The aim of the ACE system is to emulate a network environment composed by a set of earth stations that communicate through a satellite platform. Every station may act as router and consequently may interconnect different networks.
Furthermore, in order to achieve the data communication through the satellite network, a satellite modem is included within each station. In more the modem may be an independent hardware entity connected to other units by means of a cable or also a network adapter card plugged into a unit (e.g. the router itself or a PC). In practice, it can be though as a data link layer of an overall protocol stack.
It is possible to identify, in a real satellite system, the following main parts:
- a modem with an interface towards the upper layers (namely the network layer);
- a channel characterized by its own peculiarities;
- a data link protocol over the satellite channel and a satellite with its on-board switching capabilities.
Fig. 1 Overall Emulator Architecture and Real System.
The reference architecture of the emulator is shown in Fig. 1, along with one possible system to be emulated enclosed in the cloud (a GEO satellite system has been depicted in this case). Different units called Gateways (GTW) operate as interface among the emulator and the external PCs.
Each GTW is composed of a PC with two network interfaces: one towards the external world (a 10/100 Mbit/s Ethernet card), the other towards the emulator. An Elaboration Unit (EU), which has a powerful elaboration capacity, carries out most of the emulation, as the decision about the "destiny" of each PDU.
The interface towards the external world concerns the GTWs; the loss, delay and any statistics of each PDU regards the EU; the real transport of the information PDU through the network concerns the input GTW and the output GTW.
The various components are connected via a 100 Mbits/s network, completely isolated, by a full-duplex switch. In such way, the emulator has an available bandwidth much wider than the real system to be emulated, which should not overcome a maximum overall bandwidth of 10/20 Mbits/s.
Fig. 2 Emulator vs. Real System
In more detail, Fig. 2 shows how the different parts of the real system (modem, data link protocol, channel and switching system, as mentioned in the previous sub-section) are mapped onto the different components of the emulator.
It is clear in Fig. 2 that, the architecture of the emulator is not exactly correspondent to the real system. The earth station, identified by the grey rectangle, is divided, in the emulator, into two parts (GTW and EU). The network layer, the network interface towards the external world and the interface between the network layer and the satellite modem are contained in the Gateway (GTW).
The other parts of the modem (i.e. the data link layer, protocol and encapsulation), the overall transmission characteristics (e.g. bit error ratio, channel fading, lost and delayed packets), the on-board switching architecture as well as the queuing strategies are contained in the Elaboration Unit (EU).

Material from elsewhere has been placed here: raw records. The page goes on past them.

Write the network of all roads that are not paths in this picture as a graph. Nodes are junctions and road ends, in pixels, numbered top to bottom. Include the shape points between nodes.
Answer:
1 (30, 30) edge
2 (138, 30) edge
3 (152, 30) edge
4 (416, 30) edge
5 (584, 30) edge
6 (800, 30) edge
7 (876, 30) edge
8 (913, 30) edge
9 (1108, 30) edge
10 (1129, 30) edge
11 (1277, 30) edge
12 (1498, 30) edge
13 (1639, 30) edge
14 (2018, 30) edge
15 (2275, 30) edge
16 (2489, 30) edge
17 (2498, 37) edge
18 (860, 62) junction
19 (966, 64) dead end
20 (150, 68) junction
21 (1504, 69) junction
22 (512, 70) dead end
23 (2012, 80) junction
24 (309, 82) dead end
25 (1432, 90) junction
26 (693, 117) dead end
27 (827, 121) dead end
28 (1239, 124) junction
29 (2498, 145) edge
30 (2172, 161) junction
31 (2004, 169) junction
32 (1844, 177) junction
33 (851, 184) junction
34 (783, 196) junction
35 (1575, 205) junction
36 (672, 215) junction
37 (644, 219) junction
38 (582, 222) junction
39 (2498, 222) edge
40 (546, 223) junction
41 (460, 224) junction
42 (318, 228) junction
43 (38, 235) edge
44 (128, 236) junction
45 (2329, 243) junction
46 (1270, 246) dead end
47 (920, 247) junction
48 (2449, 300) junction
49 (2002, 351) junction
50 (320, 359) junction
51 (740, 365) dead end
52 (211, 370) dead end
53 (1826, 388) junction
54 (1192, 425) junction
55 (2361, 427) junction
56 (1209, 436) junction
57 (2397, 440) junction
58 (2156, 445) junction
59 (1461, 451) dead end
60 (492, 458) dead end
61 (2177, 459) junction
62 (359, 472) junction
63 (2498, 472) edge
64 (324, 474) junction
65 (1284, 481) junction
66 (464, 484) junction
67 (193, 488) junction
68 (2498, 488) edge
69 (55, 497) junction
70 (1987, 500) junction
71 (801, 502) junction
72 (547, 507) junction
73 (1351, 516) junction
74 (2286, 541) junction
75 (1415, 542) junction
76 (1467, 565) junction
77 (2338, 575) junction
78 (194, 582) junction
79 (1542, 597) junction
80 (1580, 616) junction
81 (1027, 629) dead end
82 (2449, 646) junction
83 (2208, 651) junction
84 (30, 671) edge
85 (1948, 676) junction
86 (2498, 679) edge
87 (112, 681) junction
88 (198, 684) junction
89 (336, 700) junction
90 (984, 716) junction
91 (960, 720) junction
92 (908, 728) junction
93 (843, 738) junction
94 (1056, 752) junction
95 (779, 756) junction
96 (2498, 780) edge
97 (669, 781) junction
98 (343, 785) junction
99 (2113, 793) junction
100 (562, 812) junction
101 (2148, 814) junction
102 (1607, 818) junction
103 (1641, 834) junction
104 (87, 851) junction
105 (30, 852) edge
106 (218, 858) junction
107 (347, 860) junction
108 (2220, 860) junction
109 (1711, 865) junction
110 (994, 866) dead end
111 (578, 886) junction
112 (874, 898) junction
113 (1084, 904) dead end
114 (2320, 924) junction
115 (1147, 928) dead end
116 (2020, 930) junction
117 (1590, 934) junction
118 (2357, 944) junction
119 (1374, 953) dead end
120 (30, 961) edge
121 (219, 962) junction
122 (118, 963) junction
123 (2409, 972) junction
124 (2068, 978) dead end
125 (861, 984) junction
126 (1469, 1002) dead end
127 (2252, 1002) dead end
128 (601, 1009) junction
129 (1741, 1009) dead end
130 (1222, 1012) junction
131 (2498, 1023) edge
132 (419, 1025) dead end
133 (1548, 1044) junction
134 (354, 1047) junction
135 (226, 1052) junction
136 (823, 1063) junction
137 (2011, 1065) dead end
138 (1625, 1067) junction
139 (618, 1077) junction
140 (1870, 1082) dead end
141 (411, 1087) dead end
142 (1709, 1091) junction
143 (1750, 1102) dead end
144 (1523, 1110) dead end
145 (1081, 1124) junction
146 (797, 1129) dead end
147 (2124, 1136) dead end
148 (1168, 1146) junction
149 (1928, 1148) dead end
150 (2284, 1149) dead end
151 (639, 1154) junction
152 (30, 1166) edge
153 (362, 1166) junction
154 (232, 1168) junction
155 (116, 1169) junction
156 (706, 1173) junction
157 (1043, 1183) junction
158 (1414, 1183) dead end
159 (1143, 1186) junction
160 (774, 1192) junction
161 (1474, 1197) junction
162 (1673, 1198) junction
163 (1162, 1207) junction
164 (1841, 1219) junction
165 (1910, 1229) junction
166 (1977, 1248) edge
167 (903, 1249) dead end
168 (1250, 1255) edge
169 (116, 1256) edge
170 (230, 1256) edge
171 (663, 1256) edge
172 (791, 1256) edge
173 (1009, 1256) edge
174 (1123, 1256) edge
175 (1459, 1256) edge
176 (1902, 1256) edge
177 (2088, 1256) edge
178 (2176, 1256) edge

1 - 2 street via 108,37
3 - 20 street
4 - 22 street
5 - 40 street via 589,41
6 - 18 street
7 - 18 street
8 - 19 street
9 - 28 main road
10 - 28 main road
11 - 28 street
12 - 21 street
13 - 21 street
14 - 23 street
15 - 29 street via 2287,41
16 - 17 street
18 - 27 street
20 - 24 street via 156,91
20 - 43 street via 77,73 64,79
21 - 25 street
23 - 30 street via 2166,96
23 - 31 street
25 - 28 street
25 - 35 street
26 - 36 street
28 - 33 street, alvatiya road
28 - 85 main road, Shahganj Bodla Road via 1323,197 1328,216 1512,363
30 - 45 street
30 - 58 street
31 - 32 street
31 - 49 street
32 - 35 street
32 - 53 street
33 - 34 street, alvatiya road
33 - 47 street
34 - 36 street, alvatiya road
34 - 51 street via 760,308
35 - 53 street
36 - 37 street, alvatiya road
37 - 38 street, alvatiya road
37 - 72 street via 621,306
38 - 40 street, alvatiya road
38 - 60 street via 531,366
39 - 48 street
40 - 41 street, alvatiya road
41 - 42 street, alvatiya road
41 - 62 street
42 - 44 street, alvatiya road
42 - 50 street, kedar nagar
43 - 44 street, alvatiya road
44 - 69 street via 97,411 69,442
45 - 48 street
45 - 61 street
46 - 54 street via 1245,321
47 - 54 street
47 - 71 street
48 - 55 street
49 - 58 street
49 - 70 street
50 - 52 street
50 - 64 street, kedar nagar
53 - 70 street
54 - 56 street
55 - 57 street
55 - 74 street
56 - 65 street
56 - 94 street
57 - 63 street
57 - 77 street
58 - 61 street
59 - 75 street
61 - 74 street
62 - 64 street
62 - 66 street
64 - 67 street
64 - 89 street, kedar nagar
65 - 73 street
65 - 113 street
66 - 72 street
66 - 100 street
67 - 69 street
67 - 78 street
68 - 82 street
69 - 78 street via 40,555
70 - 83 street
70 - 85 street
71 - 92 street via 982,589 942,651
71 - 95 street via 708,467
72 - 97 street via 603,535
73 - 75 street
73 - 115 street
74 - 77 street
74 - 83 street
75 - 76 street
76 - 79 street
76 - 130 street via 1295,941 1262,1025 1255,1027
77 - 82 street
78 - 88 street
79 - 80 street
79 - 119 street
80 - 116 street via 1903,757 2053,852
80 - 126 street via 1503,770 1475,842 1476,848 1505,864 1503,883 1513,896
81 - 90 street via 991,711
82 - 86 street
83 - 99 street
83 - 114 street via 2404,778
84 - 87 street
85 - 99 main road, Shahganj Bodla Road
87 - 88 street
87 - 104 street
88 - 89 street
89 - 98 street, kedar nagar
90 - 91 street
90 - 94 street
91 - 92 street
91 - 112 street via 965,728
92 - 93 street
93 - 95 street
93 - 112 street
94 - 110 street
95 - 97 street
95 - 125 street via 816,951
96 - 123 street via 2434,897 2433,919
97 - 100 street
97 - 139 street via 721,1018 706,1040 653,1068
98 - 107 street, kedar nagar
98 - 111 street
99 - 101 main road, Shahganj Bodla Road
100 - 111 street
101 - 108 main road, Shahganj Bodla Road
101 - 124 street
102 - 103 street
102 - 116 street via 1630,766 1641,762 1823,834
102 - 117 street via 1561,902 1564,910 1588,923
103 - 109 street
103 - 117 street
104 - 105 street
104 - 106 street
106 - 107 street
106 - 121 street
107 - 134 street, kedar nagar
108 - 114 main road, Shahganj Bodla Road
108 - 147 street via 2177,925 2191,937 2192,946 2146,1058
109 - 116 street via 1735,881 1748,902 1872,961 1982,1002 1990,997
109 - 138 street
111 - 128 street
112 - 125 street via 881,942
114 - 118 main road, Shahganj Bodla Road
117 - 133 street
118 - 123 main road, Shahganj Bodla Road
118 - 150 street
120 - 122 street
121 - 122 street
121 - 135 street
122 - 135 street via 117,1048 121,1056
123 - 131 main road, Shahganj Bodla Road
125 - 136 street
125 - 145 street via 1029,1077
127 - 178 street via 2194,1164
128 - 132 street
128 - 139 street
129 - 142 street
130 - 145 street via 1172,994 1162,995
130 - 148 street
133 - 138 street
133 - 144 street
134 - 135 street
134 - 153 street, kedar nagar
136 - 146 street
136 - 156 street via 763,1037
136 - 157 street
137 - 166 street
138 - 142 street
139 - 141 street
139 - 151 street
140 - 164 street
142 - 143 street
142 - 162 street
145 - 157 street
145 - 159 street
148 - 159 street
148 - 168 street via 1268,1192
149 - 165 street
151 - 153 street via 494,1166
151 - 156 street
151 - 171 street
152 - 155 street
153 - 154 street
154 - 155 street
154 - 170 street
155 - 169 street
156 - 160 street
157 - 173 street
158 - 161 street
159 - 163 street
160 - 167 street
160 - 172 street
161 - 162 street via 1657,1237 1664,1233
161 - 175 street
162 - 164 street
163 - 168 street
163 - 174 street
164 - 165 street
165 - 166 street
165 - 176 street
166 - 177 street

CNIT has set up and operates an advanced proprietary satellite network that connects in a mesh topology the majority of its Research Units and Laboratories. The satellite network, based on the Skyplex technology, operates in Ka band and provides a guaranteed bandwidth of 2 Mbps shared among the connected terminals. In our typical application most of this bandwidth is reserved for audio and video multicasting, so that a significant improvement of their quality is achieved. CNIT selected EUTELSAT as the space operator partner.